I have a pair of strings, for example: abcabcabc
and abcxxxabc
and a List of Common Substring Pairs (LCSP), in this case LCSP is 6 pairs, because three abc
in the first string map to two abc
in the second string. Now I need to find the longest valid (incrementing) sequence of pairs, in this case there are three equally long solutions: 0:0,3:6; 0:0,6:6; 3:0,6:6
(those numbers are starting positions of each pair in the original strings, the length of substrings is 3 as length of "abc"). I would call it the Longest Substring Pair Sequence or LSPQ. (Q is not to confuse String and Sequence)

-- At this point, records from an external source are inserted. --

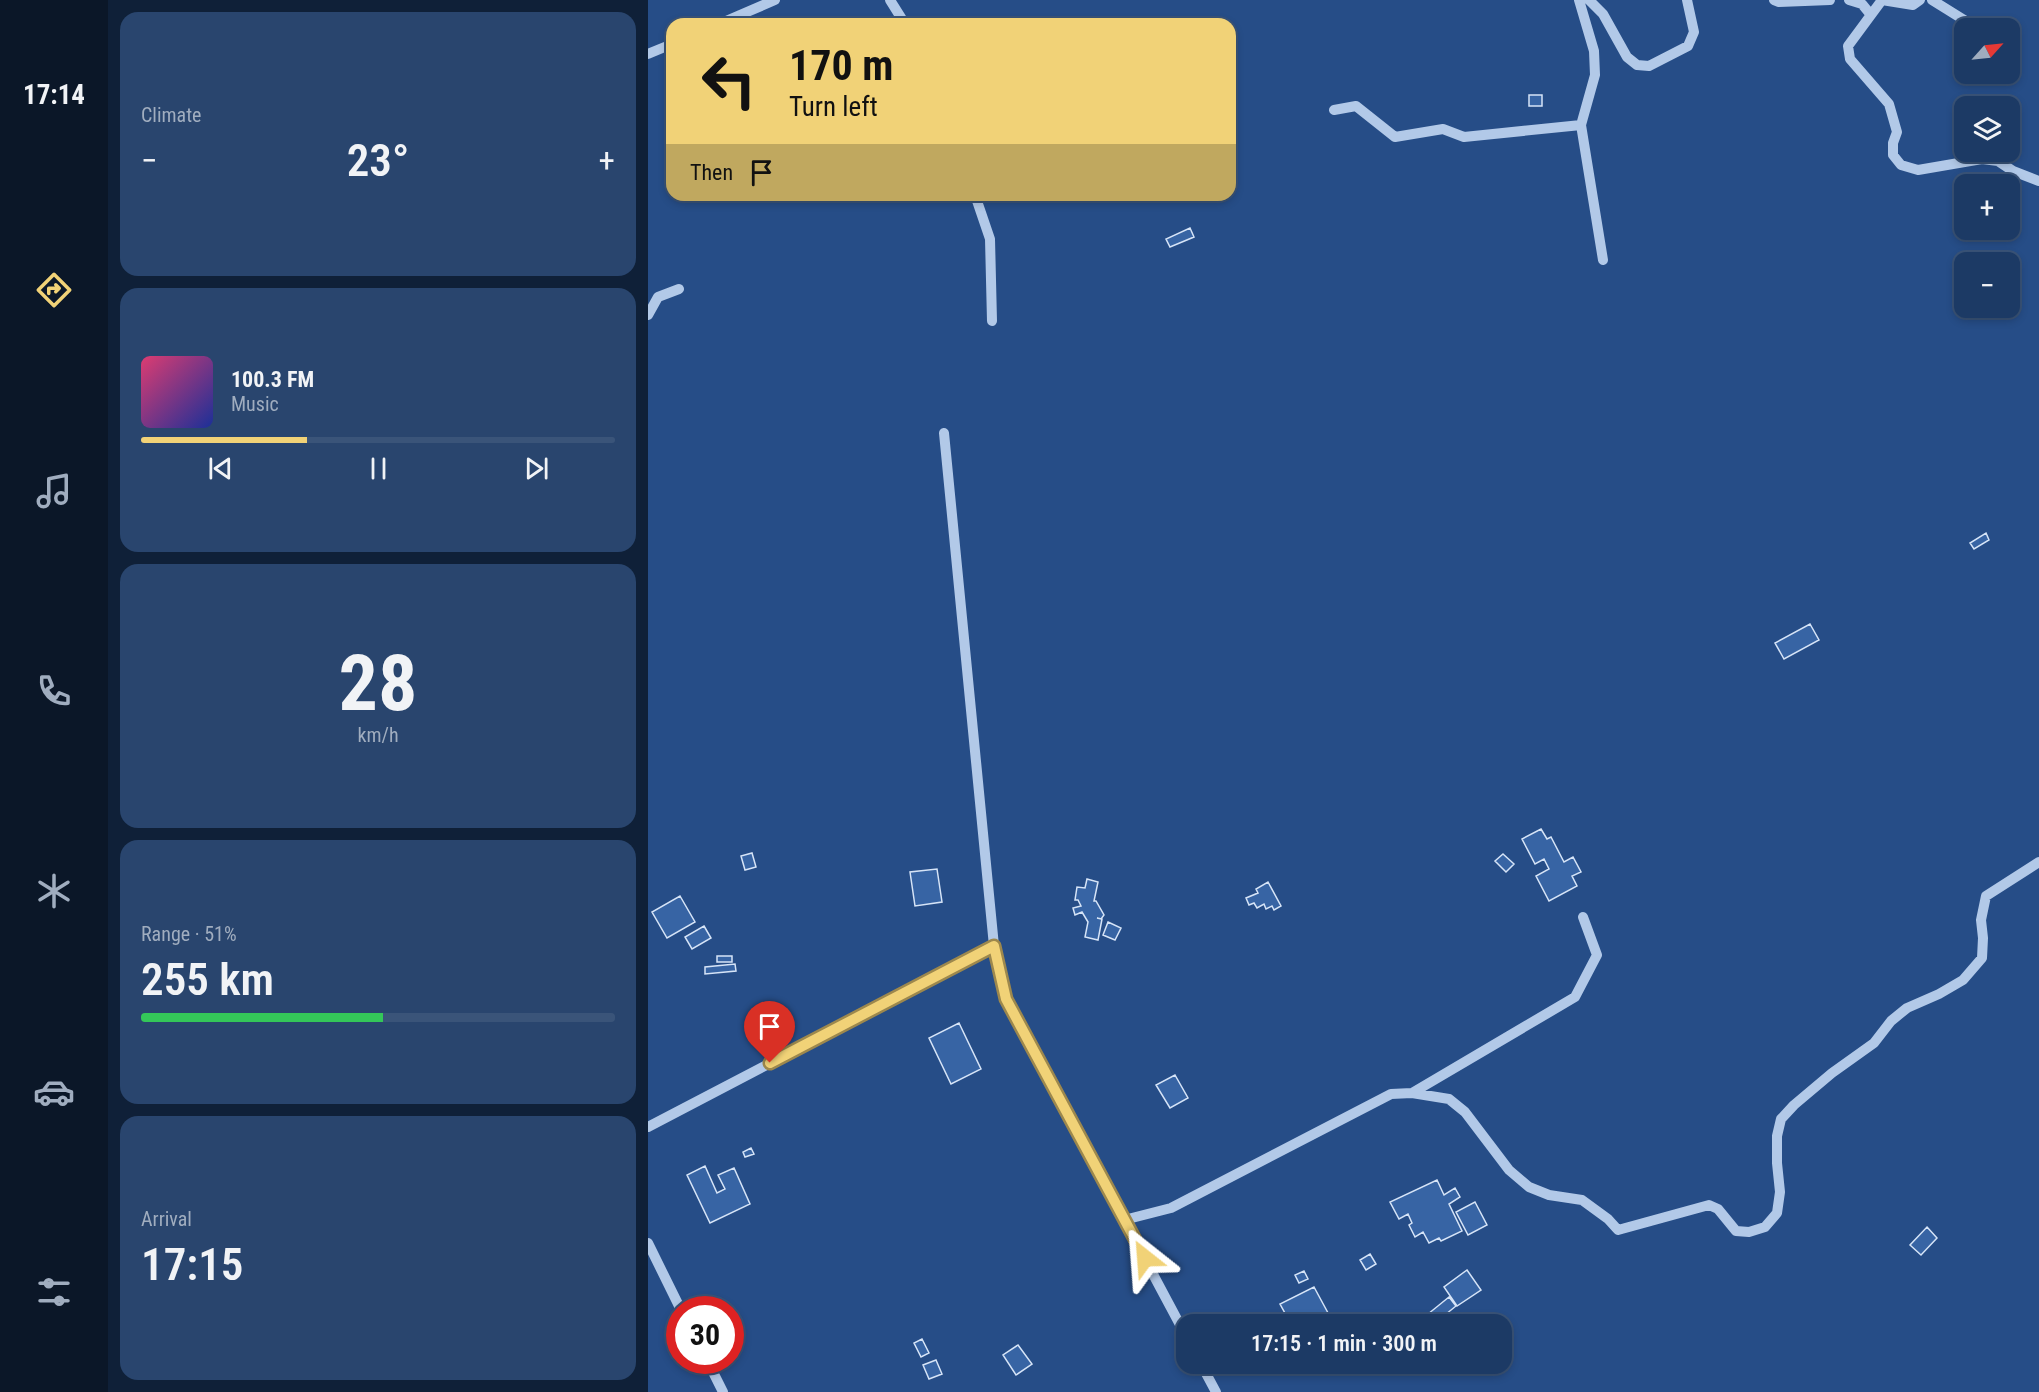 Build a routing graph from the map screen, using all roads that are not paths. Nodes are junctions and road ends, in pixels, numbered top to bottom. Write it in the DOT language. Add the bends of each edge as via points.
graph roads {
  1 [pos="775,0"];
  2 [pos="890,0"];
  3 [pos="1579,0"];
  4 [pos="1588,0"];
  5 [pos="1687,0"];
  6 [pos="1774,0"];
  7 [pos="1830,0"];
  8 [pos="1849,0"];
  9 [pos="1920,0"];
  10 [pos="1932,0"];
  11 [pos="1871,15"];
  12 [pos="733,18"];
  13 [pos="901,18"];
  14 [pos="1961,18"];
  15 [pos="666,46"];
  16 [pos="648,54"];
  17 [pos="1334,110"];
  18 [pos="1581,125"];
  19 [pos="2039,180"];
  20 [pos="977,201"];
  21 [pos="1603,260"];
  22 [pos="679,289"];
  23 [pos="648,315"];
  24 [pos="992,321"];
  25 [pos="944,433"];
  26 [pos="2039,862"];
  27 [pos="1583,917"];
  28 [pos="994,946"];
  29 [pos="1412,1093"];
  30 [pos="648,1126"];
  31 [pos="1124,1220"];
  32 [pos="648,1244"];
  33 [pos="674,1296"];
  34 [pos="1176,1317"];
  35 [pos="714,1374"];
  36 [pos="1206,1374"];
  37 [pos="723,1392"];
  38 [pos="1216,1392"];
  1 -- 12 [label="street"];
  2 -- 13 [label="street"];
  3 -- 18 [label="street" via="1594,51 1595,75"];
  4 -- 5 [label="street" via="1603,14 1627,57 1637,65 1649,66 1688,46 1694,32"];
  6 -- 7 [label="street"];
  8 -- 11 [label="street" via="1862,4"];
  9 -- 11 [label="street" via="1913,5 1882,0"];
  10 -- 14 [label="street"];
  11 -- 19 [label="street" via="1848,46 1850,59 1889,104 1897,132 1893,155 1901,165 1918,170 1982,159 1998,161"];
  15 -- 16 [label="street"];
  17 -- 18 [label="street" via="1356,106 1395,137 1443,129 1464,136"];
  18 -- 21 [label="street"];
  20 -- 24 [label="street" via="990,239"];
  22 -- 23 [label="street" via="658,297"];
  25 -- 28 [label="street"];
  26 -- 29 [label="street" via="1986,896 1981,920 1982,958 1962,980 1907,1008 1874,1043 1832,1073 1781,1119 1777,1136 1777,1213 1765,1227 1736,1231 1718,1209 1709,1205 1618,1230 1582,1200 1549,1195 1529,1187 1509,1170 1465,1112 1449,1099"];
  27 -- 29 [label="street" via="1597,955 1575,997"];
  28 -- 30 [label="street"];
  28 -- 31 [label="street" via="1006,999"];
  29 -- 31 [label="street" via="1390,1094 1171,1208"];
  31 -- 34 [label="street"];
  32 -- 33 [label="street"];
  35 -- 37 [label="street"];
  36 -- 38 [label="street"];
}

Here is the LCSP for this example:
LCSP('abcabcabc', 'abcxxxabc') =
[ [ 6, 6, 3 ],
[ 6, 0, 3 ],
[ 3, 6, 3 ],
[ 0, 6, 3 ],
[ 3, 0, 3 ],
[ 0, 0, 3 ] ]
LSPQ(LCSP('abcabcabc', 'abcxxxabc'), 0, 0, 0) =
[ { a: 0, b: 0, size: 3 }, { a: 3, b: 6, size: 3 } ]
Now I find it with brute force recursively trying all combinations. So I am limited to about 25 pairs, otherwise it is unpractical. Size=[10,15,20,25,26,30], Time ms = [0,15,300,1000,2000,19000]
Is there a way to do that in linear time or at least not quadratic complexity so that longer input LCSP (List of Common Substring Pairs) could be used.
This problem is similar to the "Longest Common Subsequence", but not exactly it, because the input is not two strings but a list of common substrings sorted by their length. So I do not know where to look for an existing solutions or even if they exist.
Here is my particular code (JavaScript):
function getChainSize(T) {
var R = 0
for (var i = 0; i < T.length; i++) R += T[i].size
return R
}
function LSPQ(T, X, Y, id) {
// X,Y are first unused character is str1,str2
//id is current pair
function findNextPossible() {
var x = id
while (x < T.length) {
if (T[x][0] >= X && T[x][1] >= Y) return x
x++
}
return -1
}
var id = findNextPossible()
if (id < 0) return []
var C = [{a:T[id][0], b:T[id][1], size:T[id][2] }]
// with current
var o = T[id]
var A = C.concat(LSPQ(T, o[0]+o[2], o[1]+o[2], id+1))
// without current
var B = LSPQ(T, X, Y, id+1)
if (getChainSize(A) < getChainSize(B)) return B
return A
}